This was not an encouraging opening for a conversation. Alice replied, rather shyly, “I hardly know, sir, just at present– at least I know who I was when I got up this morning, but I think I must have been changed several times since then.”
This quote is originally introduced after the caterpillar asks Alice who she is. Although Alice has gone through many size and perspective changes throughout the day, most people would still have a firm grasp on who they are as a person. When Carroll introduces this idea, it’s a very childish one. It speaks to when Alice contemplates whether or not she has turned into another person, namely Mabel.
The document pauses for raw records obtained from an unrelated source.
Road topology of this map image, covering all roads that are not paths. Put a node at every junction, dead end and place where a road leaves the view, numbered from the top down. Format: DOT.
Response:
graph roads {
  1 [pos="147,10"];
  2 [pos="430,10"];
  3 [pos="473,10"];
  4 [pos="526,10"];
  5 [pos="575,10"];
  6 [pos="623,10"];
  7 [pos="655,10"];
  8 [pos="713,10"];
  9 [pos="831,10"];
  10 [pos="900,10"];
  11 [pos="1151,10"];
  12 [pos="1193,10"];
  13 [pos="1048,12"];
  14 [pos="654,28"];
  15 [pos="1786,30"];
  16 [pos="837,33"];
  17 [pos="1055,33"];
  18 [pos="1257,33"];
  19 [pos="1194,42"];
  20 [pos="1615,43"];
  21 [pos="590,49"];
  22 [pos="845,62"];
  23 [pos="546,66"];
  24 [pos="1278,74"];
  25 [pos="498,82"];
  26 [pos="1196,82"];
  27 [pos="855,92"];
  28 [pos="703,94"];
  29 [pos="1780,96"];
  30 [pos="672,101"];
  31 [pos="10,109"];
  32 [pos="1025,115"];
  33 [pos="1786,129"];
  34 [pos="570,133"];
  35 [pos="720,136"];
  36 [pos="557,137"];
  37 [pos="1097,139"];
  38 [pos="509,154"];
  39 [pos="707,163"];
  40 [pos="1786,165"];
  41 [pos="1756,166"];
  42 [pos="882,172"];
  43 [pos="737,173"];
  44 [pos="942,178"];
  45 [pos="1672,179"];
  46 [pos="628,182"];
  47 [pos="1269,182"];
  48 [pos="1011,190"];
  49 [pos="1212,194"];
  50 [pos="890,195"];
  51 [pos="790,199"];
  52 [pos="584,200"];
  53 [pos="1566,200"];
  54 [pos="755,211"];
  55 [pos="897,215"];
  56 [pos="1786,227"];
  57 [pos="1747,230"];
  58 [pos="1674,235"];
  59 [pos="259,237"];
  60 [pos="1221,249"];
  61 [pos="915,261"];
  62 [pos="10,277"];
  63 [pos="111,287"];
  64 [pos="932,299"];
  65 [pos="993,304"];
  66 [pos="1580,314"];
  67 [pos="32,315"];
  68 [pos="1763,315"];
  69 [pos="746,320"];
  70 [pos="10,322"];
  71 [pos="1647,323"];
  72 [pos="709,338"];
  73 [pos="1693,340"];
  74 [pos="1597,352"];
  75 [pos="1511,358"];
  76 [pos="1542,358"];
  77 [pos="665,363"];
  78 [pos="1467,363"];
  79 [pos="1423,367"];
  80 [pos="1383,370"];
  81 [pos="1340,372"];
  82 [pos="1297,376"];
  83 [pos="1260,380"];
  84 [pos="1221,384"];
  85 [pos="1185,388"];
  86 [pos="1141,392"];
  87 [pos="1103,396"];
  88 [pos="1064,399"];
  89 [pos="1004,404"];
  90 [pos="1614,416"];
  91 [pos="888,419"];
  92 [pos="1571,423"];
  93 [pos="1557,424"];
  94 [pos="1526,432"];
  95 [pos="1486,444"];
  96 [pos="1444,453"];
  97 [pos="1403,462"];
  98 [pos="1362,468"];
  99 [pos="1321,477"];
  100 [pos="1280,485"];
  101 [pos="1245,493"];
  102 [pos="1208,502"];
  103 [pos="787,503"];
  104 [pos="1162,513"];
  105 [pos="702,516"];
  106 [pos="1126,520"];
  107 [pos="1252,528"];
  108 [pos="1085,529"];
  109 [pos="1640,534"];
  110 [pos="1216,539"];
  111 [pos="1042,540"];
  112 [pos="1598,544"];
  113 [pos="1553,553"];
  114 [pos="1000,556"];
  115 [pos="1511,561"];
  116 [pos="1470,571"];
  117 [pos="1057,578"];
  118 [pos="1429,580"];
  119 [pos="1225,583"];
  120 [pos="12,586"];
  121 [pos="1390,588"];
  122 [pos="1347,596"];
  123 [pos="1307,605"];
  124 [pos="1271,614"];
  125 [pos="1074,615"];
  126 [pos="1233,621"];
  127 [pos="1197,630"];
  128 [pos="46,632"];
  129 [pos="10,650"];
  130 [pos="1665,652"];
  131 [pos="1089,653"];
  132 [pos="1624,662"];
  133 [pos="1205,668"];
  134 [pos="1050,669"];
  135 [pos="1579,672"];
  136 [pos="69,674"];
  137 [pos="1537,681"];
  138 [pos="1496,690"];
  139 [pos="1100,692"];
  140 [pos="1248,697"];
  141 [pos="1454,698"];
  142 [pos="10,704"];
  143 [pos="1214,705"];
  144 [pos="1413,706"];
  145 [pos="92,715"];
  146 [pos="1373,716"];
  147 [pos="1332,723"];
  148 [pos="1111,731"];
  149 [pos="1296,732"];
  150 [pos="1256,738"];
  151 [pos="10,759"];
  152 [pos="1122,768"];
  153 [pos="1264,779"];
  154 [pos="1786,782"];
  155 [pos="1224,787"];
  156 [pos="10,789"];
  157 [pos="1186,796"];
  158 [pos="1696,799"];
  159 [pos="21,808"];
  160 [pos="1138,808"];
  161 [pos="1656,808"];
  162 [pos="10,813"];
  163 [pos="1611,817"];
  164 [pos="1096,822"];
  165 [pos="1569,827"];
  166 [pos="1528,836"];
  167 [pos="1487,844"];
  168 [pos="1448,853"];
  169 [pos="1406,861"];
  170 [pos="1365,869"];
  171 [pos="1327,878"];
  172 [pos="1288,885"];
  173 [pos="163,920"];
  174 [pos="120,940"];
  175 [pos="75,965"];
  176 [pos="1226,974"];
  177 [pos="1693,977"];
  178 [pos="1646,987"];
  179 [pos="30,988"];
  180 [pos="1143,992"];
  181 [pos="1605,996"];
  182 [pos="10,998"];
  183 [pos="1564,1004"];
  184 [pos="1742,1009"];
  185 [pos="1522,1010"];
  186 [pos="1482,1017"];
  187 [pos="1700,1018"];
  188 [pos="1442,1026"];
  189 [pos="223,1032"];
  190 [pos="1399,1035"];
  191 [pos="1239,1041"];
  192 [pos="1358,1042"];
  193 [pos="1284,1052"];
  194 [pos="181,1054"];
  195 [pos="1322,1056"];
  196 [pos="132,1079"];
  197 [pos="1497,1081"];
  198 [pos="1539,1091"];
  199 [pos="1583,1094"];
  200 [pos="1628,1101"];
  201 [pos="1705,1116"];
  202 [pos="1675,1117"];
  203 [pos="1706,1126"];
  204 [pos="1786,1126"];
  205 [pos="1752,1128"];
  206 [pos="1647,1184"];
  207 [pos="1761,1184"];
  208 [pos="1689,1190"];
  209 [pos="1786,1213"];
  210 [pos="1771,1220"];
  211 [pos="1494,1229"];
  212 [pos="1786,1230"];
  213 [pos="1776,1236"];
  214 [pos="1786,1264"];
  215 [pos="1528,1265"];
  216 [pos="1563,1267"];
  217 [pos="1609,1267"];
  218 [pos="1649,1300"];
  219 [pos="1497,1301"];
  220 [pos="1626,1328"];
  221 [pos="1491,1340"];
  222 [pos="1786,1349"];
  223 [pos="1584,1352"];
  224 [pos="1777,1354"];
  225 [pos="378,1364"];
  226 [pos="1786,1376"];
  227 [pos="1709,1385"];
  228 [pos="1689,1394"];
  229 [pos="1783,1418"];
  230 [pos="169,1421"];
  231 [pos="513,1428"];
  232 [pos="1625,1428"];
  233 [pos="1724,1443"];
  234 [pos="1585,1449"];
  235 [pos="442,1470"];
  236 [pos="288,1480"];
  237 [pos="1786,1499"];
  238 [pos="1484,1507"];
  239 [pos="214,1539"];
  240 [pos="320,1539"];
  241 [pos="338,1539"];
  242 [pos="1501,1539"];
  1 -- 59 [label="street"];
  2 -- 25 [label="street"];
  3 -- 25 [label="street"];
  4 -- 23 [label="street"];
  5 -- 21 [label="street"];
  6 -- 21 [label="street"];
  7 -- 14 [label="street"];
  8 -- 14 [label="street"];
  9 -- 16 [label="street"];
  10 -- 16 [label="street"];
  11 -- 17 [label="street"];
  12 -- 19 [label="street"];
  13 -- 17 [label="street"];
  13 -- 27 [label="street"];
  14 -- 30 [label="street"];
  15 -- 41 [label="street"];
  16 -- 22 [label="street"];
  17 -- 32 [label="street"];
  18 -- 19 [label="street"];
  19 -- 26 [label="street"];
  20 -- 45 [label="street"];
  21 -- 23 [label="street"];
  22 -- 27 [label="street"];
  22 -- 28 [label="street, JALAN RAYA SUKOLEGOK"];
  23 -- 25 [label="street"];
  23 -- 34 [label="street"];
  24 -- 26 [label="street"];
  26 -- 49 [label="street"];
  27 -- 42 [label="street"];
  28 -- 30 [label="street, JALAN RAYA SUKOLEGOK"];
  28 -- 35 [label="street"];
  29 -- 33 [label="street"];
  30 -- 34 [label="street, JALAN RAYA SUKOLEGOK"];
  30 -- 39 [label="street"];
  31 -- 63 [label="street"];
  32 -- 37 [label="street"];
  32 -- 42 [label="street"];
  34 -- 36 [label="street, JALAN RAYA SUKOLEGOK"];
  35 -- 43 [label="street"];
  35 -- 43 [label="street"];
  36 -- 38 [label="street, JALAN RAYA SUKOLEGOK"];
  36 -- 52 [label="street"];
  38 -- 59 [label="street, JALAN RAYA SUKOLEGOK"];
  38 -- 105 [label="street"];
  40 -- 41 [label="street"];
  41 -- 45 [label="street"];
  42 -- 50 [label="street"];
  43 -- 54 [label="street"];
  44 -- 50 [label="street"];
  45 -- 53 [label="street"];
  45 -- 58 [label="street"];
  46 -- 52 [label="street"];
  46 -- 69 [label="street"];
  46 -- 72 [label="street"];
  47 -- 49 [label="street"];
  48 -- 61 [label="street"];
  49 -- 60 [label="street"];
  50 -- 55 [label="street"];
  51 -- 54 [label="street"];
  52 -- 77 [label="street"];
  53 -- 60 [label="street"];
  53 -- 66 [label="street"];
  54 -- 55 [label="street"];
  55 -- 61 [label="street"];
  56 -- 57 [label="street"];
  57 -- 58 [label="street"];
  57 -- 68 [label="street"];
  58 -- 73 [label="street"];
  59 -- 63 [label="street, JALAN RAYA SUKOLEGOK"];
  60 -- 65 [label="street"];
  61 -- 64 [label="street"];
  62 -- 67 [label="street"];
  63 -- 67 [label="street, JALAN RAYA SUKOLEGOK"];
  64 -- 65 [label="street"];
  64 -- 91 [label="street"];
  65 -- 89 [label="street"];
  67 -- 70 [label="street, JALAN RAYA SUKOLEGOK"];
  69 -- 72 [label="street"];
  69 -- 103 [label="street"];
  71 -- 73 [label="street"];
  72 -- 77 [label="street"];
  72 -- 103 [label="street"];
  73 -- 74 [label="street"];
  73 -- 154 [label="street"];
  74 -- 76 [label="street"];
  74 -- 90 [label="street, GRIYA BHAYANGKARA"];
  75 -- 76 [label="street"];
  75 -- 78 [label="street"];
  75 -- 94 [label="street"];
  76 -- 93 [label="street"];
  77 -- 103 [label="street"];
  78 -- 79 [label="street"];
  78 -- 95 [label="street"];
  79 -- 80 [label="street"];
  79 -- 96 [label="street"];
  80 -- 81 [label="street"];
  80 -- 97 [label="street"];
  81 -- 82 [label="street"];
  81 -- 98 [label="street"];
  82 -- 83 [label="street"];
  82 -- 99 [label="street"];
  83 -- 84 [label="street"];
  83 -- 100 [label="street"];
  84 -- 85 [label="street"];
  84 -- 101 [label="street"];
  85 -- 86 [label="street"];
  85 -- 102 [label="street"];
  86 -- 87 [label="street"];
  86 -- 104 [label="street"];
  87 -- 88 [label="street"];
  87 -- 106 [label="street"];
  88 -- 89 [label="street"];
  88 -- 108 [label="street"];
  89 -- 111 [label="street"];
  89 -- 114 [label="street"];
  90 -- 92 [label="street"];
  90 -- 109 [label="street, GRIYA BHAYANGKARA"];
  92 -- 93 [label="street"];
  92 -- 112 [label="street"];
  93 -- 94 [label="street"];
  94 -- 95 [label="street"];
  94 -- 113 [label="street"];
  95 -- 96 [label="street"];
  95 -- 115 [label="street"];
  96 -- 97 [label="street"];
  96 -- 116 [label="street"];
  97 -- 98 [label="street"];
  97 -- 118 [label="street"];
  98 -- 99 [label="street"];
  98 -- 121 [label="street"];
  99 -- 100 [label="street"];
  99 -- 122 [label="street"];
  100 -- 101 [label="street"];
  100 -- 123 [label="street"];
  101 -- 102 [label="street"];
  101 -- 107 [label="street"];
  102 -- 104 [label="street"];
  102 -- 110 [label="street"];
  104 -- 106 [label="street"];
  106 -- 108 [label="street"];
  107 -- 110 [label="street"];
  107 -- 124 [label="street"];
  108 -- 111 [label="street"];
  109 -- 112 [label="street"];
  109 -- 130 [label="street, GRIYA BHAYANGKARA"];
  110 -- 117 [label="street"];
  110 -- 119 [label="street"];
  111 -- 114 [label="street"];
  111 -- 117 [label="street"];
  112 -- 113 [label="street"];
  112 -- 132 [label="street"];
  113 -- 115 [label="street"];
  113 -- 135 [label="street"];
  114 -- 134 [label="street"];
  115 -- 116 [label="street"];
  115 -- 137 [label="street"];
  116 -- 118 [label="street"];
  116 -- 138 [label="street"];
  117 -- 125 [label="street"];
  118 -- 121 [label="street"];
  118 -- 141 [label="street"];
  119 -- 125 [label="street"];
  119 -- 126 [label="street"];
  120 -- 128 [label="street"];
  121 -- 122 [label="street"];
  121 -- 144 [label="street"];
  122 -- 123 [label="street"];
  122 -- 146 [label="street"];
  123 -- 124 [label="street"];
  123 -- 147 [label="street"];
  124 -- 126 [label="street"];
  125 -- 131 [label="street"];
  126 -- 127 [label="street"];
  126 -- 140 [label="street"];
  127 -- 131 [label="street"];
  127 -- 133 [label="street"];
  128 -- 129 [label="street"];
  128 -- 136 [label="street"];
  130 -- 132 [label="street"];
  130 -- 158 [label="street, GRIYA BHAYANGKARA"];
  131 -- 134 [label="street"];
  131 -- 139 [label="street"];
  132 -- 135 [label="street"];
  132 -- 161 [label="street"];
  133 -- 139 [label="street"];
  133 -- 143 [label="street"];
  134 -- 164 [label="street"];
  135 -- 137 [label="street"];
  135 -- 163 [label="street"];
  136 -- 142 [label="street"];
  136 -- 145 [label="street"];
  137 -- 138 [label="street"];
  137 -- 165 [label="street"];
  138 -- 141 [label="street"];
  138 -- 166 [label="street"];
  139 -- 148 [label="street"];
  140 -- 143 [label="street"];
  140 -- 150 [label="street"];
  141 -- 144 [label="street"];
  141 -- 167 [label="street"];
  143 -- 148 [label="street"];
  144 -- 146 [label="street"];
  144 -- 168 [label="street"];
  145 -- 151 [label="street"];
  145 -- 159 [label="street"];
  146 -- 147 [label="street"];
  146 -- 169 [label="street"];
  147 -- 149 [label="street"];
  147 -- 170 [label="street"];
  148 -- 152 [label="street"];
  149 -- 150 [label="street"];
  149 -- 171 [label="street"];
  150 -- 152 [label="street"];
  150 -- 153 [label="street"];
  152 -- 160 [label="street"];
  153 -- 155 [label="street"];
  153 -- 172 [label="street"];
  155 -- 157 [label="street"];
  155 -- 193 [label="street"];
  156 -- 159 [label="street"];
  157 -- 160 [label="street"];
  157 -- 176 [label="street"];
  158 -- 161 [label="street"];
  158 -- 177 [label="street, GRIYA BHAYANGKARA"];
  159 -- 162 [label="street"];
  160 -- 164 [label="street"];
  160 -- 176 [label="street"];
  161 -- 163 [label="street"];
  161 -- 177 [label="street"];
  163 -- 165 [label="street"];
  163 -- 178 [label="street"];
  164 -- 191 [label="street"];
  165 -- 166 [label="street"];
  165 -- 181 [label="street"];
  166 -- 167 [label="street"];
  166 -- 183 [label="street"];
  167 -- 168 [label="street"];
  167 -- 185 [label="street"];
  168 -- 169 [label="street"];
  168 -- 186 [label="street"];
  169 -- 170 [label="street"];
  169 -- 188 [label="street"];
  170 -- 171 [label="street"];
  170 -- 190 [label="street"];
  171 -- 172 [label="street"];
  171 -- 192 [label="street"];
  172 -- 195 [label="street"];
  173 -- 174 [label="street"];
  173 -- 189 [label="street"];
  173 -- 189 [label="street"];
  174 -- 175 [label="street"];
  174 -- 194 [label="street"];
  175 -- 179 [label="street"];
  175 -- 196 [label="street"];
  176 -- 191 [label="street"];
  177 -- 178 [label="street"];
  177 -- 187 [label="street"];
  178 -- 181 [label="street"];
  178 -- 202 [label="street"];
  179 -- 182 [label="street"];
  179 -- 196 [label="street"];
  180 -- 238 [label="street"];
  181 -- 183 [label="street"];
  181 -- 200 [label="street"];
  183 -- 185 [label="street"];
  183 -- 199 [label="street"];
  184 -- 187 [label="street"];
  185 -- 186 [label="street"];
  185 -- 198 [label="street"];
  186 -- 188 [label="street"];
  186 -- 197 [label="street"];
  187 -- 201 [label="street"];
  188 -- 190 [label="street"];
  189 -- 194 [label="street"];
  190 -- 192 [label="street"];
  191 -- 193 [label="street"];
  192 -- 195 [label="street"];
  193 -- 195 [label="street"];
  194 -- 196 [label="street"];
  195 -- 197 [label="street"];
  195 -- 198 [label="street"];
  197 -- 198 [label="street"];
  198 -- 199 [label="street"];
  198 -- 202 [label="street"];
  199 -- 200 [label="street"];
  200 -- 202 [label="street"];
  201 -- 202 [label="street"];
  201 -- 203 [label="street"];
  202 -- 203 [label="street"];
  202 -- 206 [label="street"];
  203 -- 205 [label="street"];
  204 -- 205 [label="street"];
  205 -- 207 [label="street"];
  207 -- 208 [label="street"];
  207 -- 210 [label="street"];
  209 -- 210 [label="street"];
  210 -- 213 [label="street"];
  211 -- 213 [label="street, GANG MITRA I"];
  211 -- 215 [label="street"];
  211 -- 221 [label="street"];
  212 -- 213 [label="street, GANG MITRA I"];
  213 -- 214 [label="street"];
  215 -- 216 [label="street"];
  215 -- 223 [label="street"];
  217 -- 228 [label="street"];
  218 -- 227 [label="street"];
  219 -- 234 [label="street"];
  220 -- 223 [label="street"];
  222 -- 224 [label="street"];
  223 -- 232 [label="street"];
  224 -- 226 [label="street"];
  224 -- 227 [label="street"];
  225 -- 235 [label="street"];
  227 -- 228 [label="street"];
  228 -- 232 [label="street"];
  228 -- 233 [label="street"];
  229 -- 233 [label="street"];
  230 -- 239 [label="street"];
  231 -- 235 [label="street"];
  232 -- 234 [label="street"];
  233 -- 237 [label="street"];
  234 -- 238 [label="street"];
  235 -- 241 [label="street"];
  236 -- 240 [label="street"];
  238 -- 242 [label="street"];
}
This idea is the kind of twisted take on reality that Carroll utilizes throughout the entire novel, one that children can relate to and find meaning in that may go over most adults’ heads.
Alice’s confusion is partly due to the warped sense of reality that is present in Wonderland. If she can change sizes and travel from wonderful place to place easily, then why could she not change who she is as a person? At the same time, she uses the words “at present,” acknowledging that later on she may have a better grasp on her situation and her idea of self. She goes on to say later in the passage that she cannot explain herself because she isn’t herself. This idea suggests that she not only feels different, but actually IS an entirely different person, be it Mabel or anyone else.
She compares this transformation to that of a caterpillar turning into a butterfly. This comparison shows that her change is not just negligible, it is an actual evolution from one state to another. This idea suggests that maybe when she leaves Wonderland, she will have transformed into her next stage of life, that of an adult. As long as she is in and believes in a Wonderland, she can remain a child, but the more that things seem ridiculous to her and the more that she desires to get out of Wonderland, the more mature she gets and the further she gets into her ultimate transformation.